Elizabeth Sandifer created Eruditorum Press. She’s not really sure why she did that, and she apologizes for the inconvenience. She currently writes Last War in Albion, a history of the magical war between Alan Moore and Grant Morrison. She used to write TARDIS Eruditorum, a history of Britain told through the lens of a ropey sci-fi series. She also wrote Neoreaction a Basilisk, writes comics these days, and has ADHD so will probably just randomly write some other shit sooner or later. Support Elizabeth on Patreon.

37 Comments

  1. That Guy
    March 4, 2013 @ 12:38 am

    One of the flaws you percieve in the 8th doctor adventures is that it never leads directly into the ninth doctor as he showed up on telly. Except that Big Finish doesn't do that either, and nor does any other version. My understanding is that that's a political thing.

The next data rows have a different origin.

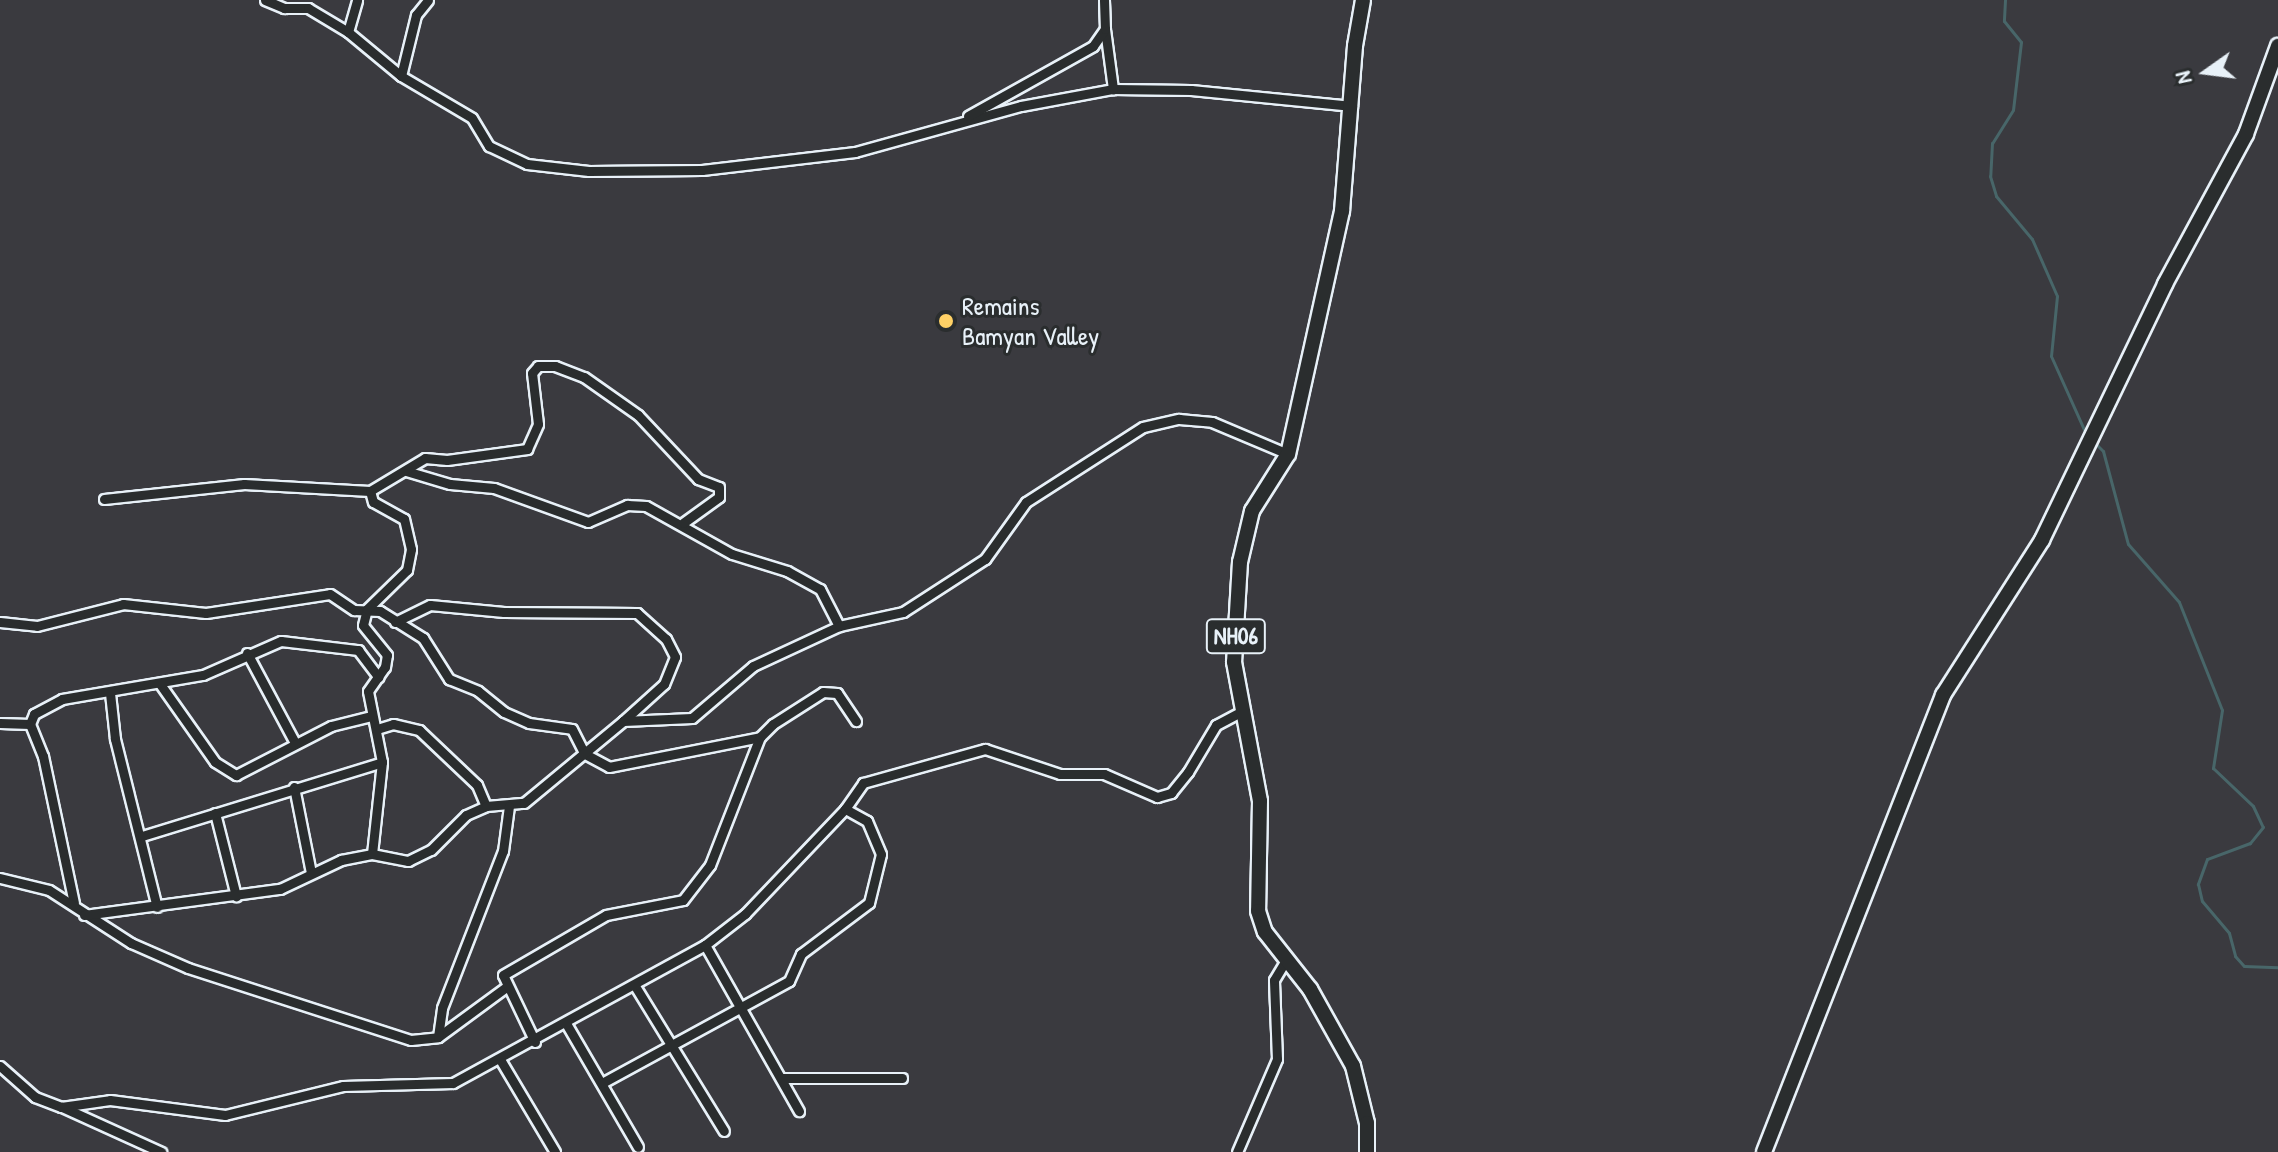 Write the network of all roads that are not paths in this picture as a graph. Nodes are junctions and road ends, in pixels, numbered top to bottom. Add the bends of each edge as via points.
1 (265, 0) edge
2 (357, 0) edge
3 (428, 0) edge
4 (1104, 0) edge
5 (1363, 0) edge
6 (1105, 29) junction
7 (348, 32) junction
8 (2278, 46) edge
9 (401, 76) junction
10 (1113, 89) junction
11 (1354, 106) junction
12 (958, 122) junction
13 (1288, 454) junction
14 (406, 471) junction
15 (370, 491) junction
16 (104, 499) dead end
17 (683, 523) junction
18 (367, 609) junction
19 (0, 622) edge
20 (395, 622) junction
21 (839, 626) junction
22 (247, 653) junction
23 (378, 677) junction
24 (160, 684) junction
25 (110, 693) junction
26 (1244, 710) junction
27 (371, 716) junction
28 (623, 721) junction
29 (856, 721) dead end
30 (0, 723) edge
31 (30, 724) junction
32 (377, 729) junction
33 (760, 737) junction
34 (295, 743) junction
35 (585, 754) junction
36 (382, 762) junction
37 (294, 787) junction
38 (486, 806) junction
39 (509, 806) junction
40 (845, 809) junction
41 (215, 813) junction
42 (142, 836) junction
43 (372, 854) junction
44 (311, 873) junction
45 (0, 878) edge
46 (236, 896) junction
47 (74, 903) junction
48 (157, 907) junction
49 (84, 915) junction
50 (705, 945) junction
51 (1285, 962) junction
52 (635, 986) junction
53 (506, 987) junction
54 (743, 1007) junction
55 (567, 1025) junction
56 (438, 1037) junction
57 (535, 1042) junction
58 (671, 1046) junction
59 (501, 1061) junction
60 (0, 1066) edge
61 (781, 1078) junction
62 (902, 1078) dead end
63 (602, 1083) junction
64 (61, 1107) junction
65 (799, 1111) dead end
66 (724, 1131) dead end
67 (638, 1147) dead end
68 (161, 1152) edge
69 (555, 1152) edge
70 (1237, 1152) edge
71 (1367, 1152) edge
72 (1764, 1152) edge

1 - 7 street via 284,8 308,8
2 - 7 street
3 - 9 street via 416,15
4 - 6 street
5 - 11 main road, NH06 via 1355,46
6 - 10 street
6 - 12 street via 1093,46
7 - 9 street
8 - 72 main road via 2246,134 2165,284 2042,540 1943,695
9 - 12 street via 472,118 489,146 527,164 589,171 702,170 840,154
10 - 11 street via 1191,90
10 - 12 street
11 - 13 main road, NH06 via 1342,211
13 - 21 street via 1212,422 1179,419 1143,427 1026,502 985,559 903,612
13 - 26 main road, NH06 via 1252,511 1240,562 1234,662
14 - 15 street
14 - 17 street via 450,484 494,488 588,522 627,505 646,506
14 - 17 street via 425,458 527,449 538,424 532,373 538,366 555,366 584,377 638,415 698,479 719,487 719,497
15 - 16 street via 244,484
15 - 18 street via 373,502 404,519 411,549 407,570
17 - 21 street via 732,554 787,571 820,589
18 - 19 street via 354,610 330,594 206,613 123,604 37,626
18 - 20 street
18 - 23 street via 363,625 387,655
20 - 28 street via 430,605 504,612 637,613 666,639 675,657 664,684
20 - 35 street via 423,638 449,679 529,723 572,729
21 - 28 street via 753,666 692,718
22 - 23 street via 281,641 333,645 358,650
22 - 24 street via 203,675
22 - 34 street
23 - 27 street via 368,691
24 - 25 street
24 - 34 street via 224,772 236,775
25 - 31 street via 62,699 34,714
25 - 42 street via 115,739
26 - 40 street via 1216,725 1171,793 1157,797 1104,774 1060,774 985,749 863,783
26 - 51 main road, NH06 via 1260,801 1258,911
27 - 32 street
27 - 34 street
28 - 35 street via 594,740
29 - 33 street via 837,693 823,692
30 - 31 street
31 - 47 street via 43,756
32 - 36 street
32 - 38 street via 393,724 419,730 477,785
33 - 35 street via 609,767
33 - 53 street via 710,865 683,900 606,915 503,975
35 - 39 street via 524,803
36 - 37 street
36 - 43 street
37 - 41 street
37 - 44 street
38 - 39 street
38 - 43 street via 408,861
39 - 56 street via 503,851 442,1008
40 - 50 street via 745,914
40 - 54 street via 867,821 881,854 869,903 801,954 789,981
41 - 42 street
41 - 46 street
42 - 48 street
43 - 44 street
44 - 46 street via 280,889
45 - 47 street
46 - 48 street
47 - 49 street
48 - 49 street
49 - 56 street via 188,968 411,1040
50 - 52 street
50 - 54 street
51 - 70 street via 1274,980 1277,1059
51 - 71 main road, NH06 via 1310,989 1353,1066 1367,1123
52 - 55 street
52 - 58 street
53 - 56 street
53 - 57 street
54 - 58 street
54 - 61 street
55 - 57 street
55 - 63 street
57 - 59 street
58 - 63 street
58 - 66 street
59 - 64 street via 453,1083 420,1088 343,1086 225,1115 110,1100
59 - 69 street
60 - 64 street via 35,1097
61 - 62 street
61 - 65 street
63 - 67 street
64 - 68 street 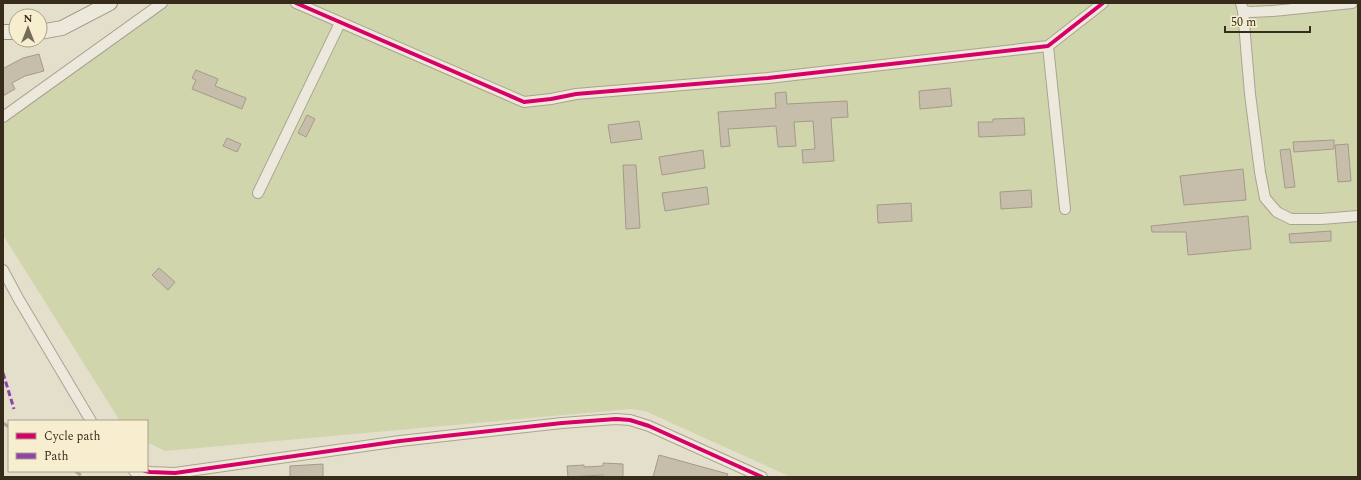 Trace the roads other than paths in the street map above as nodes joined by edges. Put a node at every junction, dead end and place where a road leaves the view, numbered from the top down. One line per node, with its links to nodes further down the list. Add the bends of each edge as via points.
1 (110, 3): 8 (main road, via 62,28)
2 (162, 3): 10 (street)
3 (296, 3): 7 (street)
4 (1103, 3): 9 (street)
5 (1352, 3): 6 (street, via 1273,12 1251,12)
6 (1242, 7): 13 (street, via 1250,94 1265,198 1276,212 1291,219)
7 (340, 23): 9 (street, via 524,102 576,94 768,78); 11 (street)
8 (48, 31)
9 (1048, 46): 12 (street)
10 (3, 117)
11 (258, 193)
12 (1065, 209)
13 (1358, 216)
14 (3, 270): 15 (street)
15 (91, 420)
16 (148, 472): 17 (street, via 175,473 400,441 616,419 649,426)
17 (762, 477) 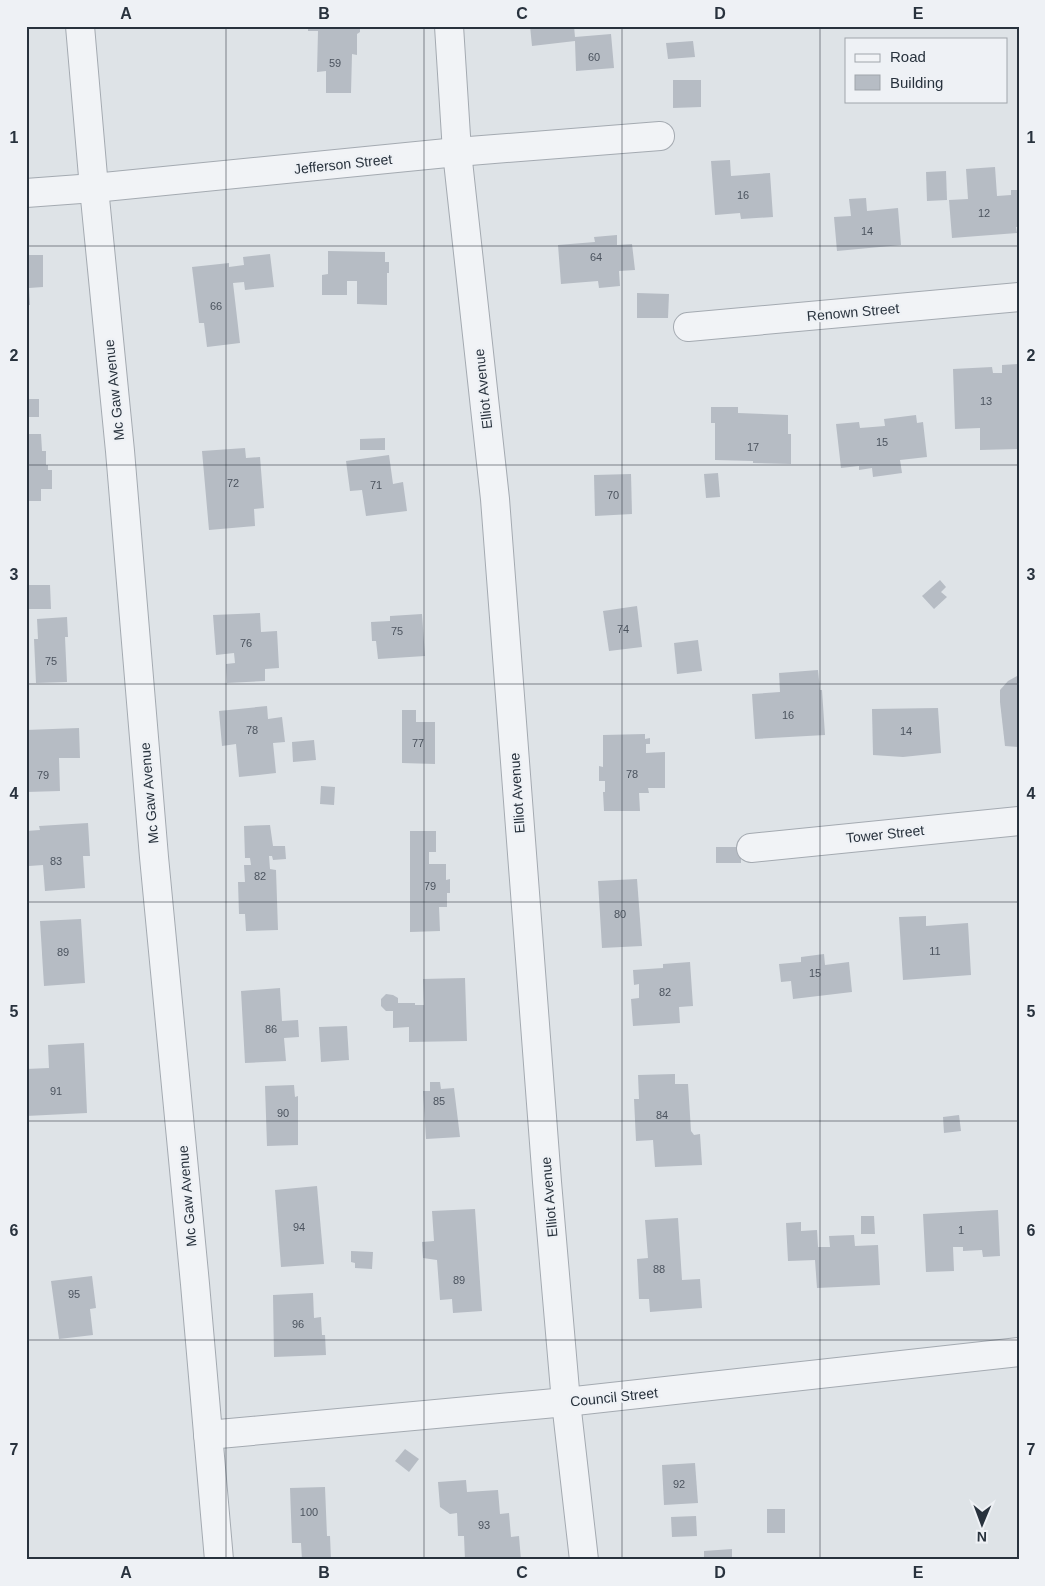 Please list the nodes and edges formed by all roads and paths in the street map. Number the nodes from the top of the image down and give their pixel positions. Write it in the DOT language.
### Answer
graph roads {
  1 [pos="80,26"];
  2 [pos="449,26"];
  3 [pos="660,136"];
  4 [pos="457,152"];
  5 [pos="94,188"];
  6 [pos="26,193"];
  7 [pos="1019,297"];
  8 [pos="688,327"];
  9 [pos="1019,821"];
  10 [pos="751,848"];
  11 [pos="1019,1352"];
  12 [pos="566,1402"];
  13 [pos="208,1435"];
  14 [pos="219,1560"];
  15 [pos="584,1560"];
  1 -- 5 [label="street, Mc Gaw Avenue"];
  2 -- 4 [label="street, Elliot Avenue"];
  3 -- 4 [label="street, Jefferson Street"];
  4 -- 5 [label="street, Jefferson Street"];
  4 -- 12 [label="street, Elliot Avenue"];
  5 -- 6 [label="street, Jefferson Street"];
  5 -- 13 [label="street, Mc Gaw Avenue"];
  7 -- 8 [label="street, Renown Street"];
  9 -- 10 [label="street, Tower Street"];
  11 -- 12 [label="street, Council Street"];
  12 -- 13 [label="street, Council Street"];
  12 -- 15 [label="street, Elliot Avenue"];
  13 -- 14 [label="street, Mc Gaw Avenue"];
}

    The BBC had got itself into trouble with spinoff media with one of the "Eastenders" video-only episodes that wrapped up plot elements that had been set up on TV – the argument being that the British public already pay for the programming anyway through the liscence fee, so why are you making them pay more to get the complete story.

    Therefore, the argument read, you couldn't have the doctor regenerate in any of the spinoffs or tell the story of the Time War, because that would be too close to making people pay for a story they should be getting for their liscence fee…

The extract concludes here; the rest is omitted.